Dalam The Rules of Sociological Method ia membedakan antara dua tipe fakta sosial : material dan non materail. Perhatian utamanya lebih tertuju pada fakta sosial non material ( kultur,institusi sosial) ketimbang pada fakta sosial material(birokrasi,hukum).

Dalam membahas pengamatan terhadap fakta sosial, Durkheim menyatakan bahwa:

                "In order to follow a methodical course, we must establish the foundations of science on solid ground and not on shifting sand. we must approach the social realm where it offers the easiest access to scientific investigation. only subsequently will it be possible  to push research further and, by successive  approximations, to encompass, little by little, this fleeting reality, which the human mind will never, perhaps, be able to grasp completely" .

 

B.      PEMBAGIAN KERJA

Di sepanjang karya – karyanya, Durkheim mempertahankan suatu pandangan sosial radikal tentang perilaku manusia sebagai sesuatu yang dibentuk oleh kultur dan struktur sosial. Dalam The Division of Labor in Society,ia mengemukakan bukti – bukti sejarah untuk menunjukan bahwa individualisme, yang oleh para pemikir sosial konservatif dianggap bertanggungjawab atas runtuhnya tatanan sosial, sebenernya adalah produk sosial juga, yang hanya terdapat pada masyarakat – masyarakat yang kompleks dan berdasarkan pada pembagian kerja.

 

C.      AGAMA

Emile Durkheim (Perancis, 1858 – 1917)

Suatu penjelasan sosial mengenai agama dikembangkan dalam The Elementary Forms of the Religious Life (1915) dimana ia mengutarakan bahwa perasaan terpesona dan takzim yang merupakan respons orang – orang terhadap "yang sakral" sebenarnya adalah ekspresi ketergantungan mutlak mereka terhadap masyarakat.

Durkheim menawarkan definisi agama sebagai berikut: "Suatu agama adalah sebuah sistem kepercayaan dan tingkah laku yang berhubungan dengan hal – hal yang dianggap sakral, yaitu hal – hal yang dipisahkan dan dilarang – kepercayaan dan perilaku yang mempersatukan semua penganutnya menjadi satu komunitas moral, yaiyu berdasarkan nilai – nilai bersama, yang disebut umat" . walaupun Durkheim sendiri seorang Atheis, dalam semua karyanya ia berulangkali menekankan sumbangan positif agama terhadap kesehatan masyarakat.

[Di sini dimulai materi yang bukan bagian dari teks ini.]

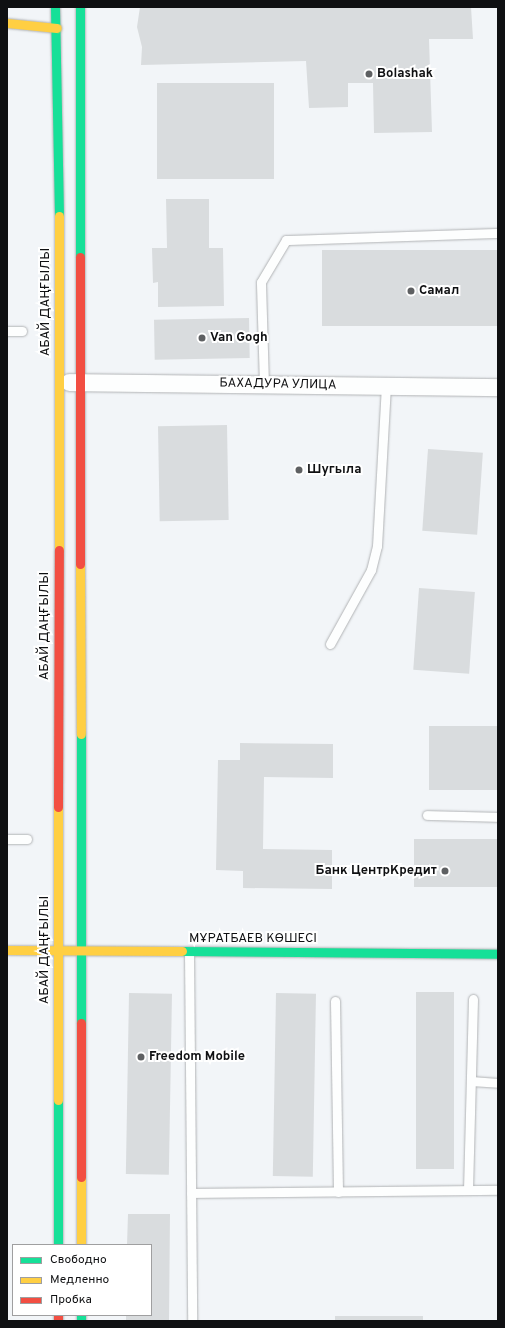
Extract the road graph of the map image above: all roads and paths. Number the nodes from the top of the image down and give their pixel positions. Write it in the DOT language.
graph roads {
  1 [pos="55,7"];
  2 [pos="80,7"];
  3 [pos="7,23"];
  4 [pos="82,26"];
  5 [pos="57,28"];
  6 [pos="498,233"];
  7 [pos="7,331"];
  8 [pos="22,331"];
  9 [pos="59,382"];
  10 [pos="82,382"];
  11 [pos="264,385"];
  12 [pos="386,386"];
  13 [pos="498,387"];
  14 [pos="330,644"];
  15 [pos="427,815"];
  16 [pos="498,817"];
  17 [pos="7,839"];
  18 [pos="26,839"];
  19 [pos="7,950"];
  20 [pos="82,951"];
  21 [pos="189,951"];
  22 [pos="58,952"];
  23 [pos="498,954"];
  24 [pos="473,1000"];
  25 [pos="335,1001"];
  26 [pos="471,1081"];
  27 [pos="498,1084"];
  28 [pos="468,1190"];
  29 [pos="498,1190"];
  30 [pos="338,1192"];
  31 [pos="191,1193"];
  32 [pos="58,1244"];
  33 [pos="81,1244"];
  34 [pos="192,1321"];
  1 -- 5 [label="main road, АБАЙ ДАҢҒЫЛЫ"];
  2 -- 4 [label="main road"];
  3 -- 5 [label="main road"];
  4 -- 5 [label="street"];
  4 -- 10 [label="main road"];
  5 -- 9 [label="main road, АБАЙ ДАҢҒЫЛЫ"];
  6 -- 11 [label="lane"];
  7 -- 8 [label="lane"];
  9 -- 10 [label="street, БАХАДУРА УЛИЦА"];
  9 -- 22 [label="main road, АБАЙ ДАҢҒЫЛЫ"];
  10 -- 11 [label="street, БАХАДУРА УЛИЦА"];
  10 -- 20 [label="main road"];
  11 -- 12 [label="street, БАХАДУРА УЛИЦА"];
  12 -- 13 [label="street, БАХАДУРА УЛИЦА"];
  12 -- 14 [label="lane"];
  15 -- 16 [label="lane"];
  17 -- 18 [label="lane"];
  19 -- 22 [label="main road, МҰРАТБАЕВ КӨШЕСІ"];
  20 -- 21 [label="main road, МҰРАТБАЕВ КӨШЕСІ"];
  20 -- 22 [label="main road, МҰРАТБАЕВ КӨШЕСІ"];
  20 -- 33 [label="main road"];
  21 -- 23 [label="main road, МҰРАТБАЕВ КӨШЕСІ"];
  21 -- 31 [label="lane"];
  22 -- 32 [label="main road, АБАЙ ДАҢҒЫЛЫ"];
  24 -- 26 [label="lane"];
  25 -- 30 [label="lane"];
  26 -- 27 [label="lane"];
  26 -- 28 [label="lane"];
  28 -- 29 [label="lane"];
  28 -- 30 [label="lane"];
  30 -- 31 [label="lane"];
  31 -- 34 [label="lane"];
}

Durkheim juga mencerna perbedaan tajam antara religi dan magi. Religi adalah kolektif sedangkan magi adalah individual (tidak ada umat magi).

D.      FUNGSIONALISME

Fungsionalisme dan Emile Durkheim, sebagai ahli waris tradisi pemikiran sosial Prancis, khususnya ajaran organisme yang dilancarkan oleh comte tidak mengherankan jika hasil – hasil karya awal Emile Durkheim terpengaruh terminologi organismik. Asumsi – asumsi dasar Durkheim mencerminkan pokok – pokok pikiran mereka yang sangat terpengaruh oleh aliran organisme. Asumsi dasar itu adalah :

1.       Masyarakat tidak dapat dipandang sebagai suatu hal yang berdiri sendiri yang dapat dibedakan dari bagian – bagiannya. Masyarakat juga tidak dapat dihabiskan kedalam bagian – bagiannya. Masyarakat harus dilihat sebagai suatu keseluruhan.

2.       Bagian – bagian suatu sistem dianggap memenuhi fungsi – fungsi pokok, maupun kebutuhan sistem secara keseluruhan.

3.       Kebutuhan  pokok suatu sistem sosial harus dipenuhi, untuk mencegah terjadinya keadaan abnormal atau patologis.

4.       Setiap sistem mempunyai pokok – pokok keserasian tertentu yang segala sesuatunya akan berfungsi secara normal.

Durkheim mengakui analisa yang diperkenalkan mengandung pelbagai bahaya; namun dia memberikan beberapa alternatif untuk mengatasi beberapa kelemahan itu. Dia menyadari kelemahan analisa teleologis, yakni bahwa berbagai konsekuensi yang terjadi di masa mendatang suatu gejala dengan tujuan akhirnya, yaitu fungsinya.

E.       ANOMI

Anomie adalah bentuk kebingungan, ketidak-amanan, "kehampaan norma" . (Konsep "Anomi") Apabila kondisi masyarakat sudah tidak mempunyai sistem pengaturan utama dan tidak berfungsi lagi dalam membentuk keteraturan dan hubungan harmonisnya, maka hal demikian membawa kepada kondisi "anomi" . secara subyektif individu mengalami keadaan tidak pasti, tidak aman, dimana keinginan dan ambisi pribadinya tidak mungkin untuk dipenuhinya secara realistik, ada perasaan tidak punya arti yang merasa curiga bahwa hidup ini benar – benar tidak punya tujuan dan tidak punya arti. Ada tekanan budaya yang kuat pada individualisme. Fenomenanya dalam bentuk penyakit masyarakat:

1.       Anomi pada pembagian kerja, seperti kasus krisis industri dimana terjadi permusuhan antara buruh dengan pengusaha, sehingga individu terisolasi.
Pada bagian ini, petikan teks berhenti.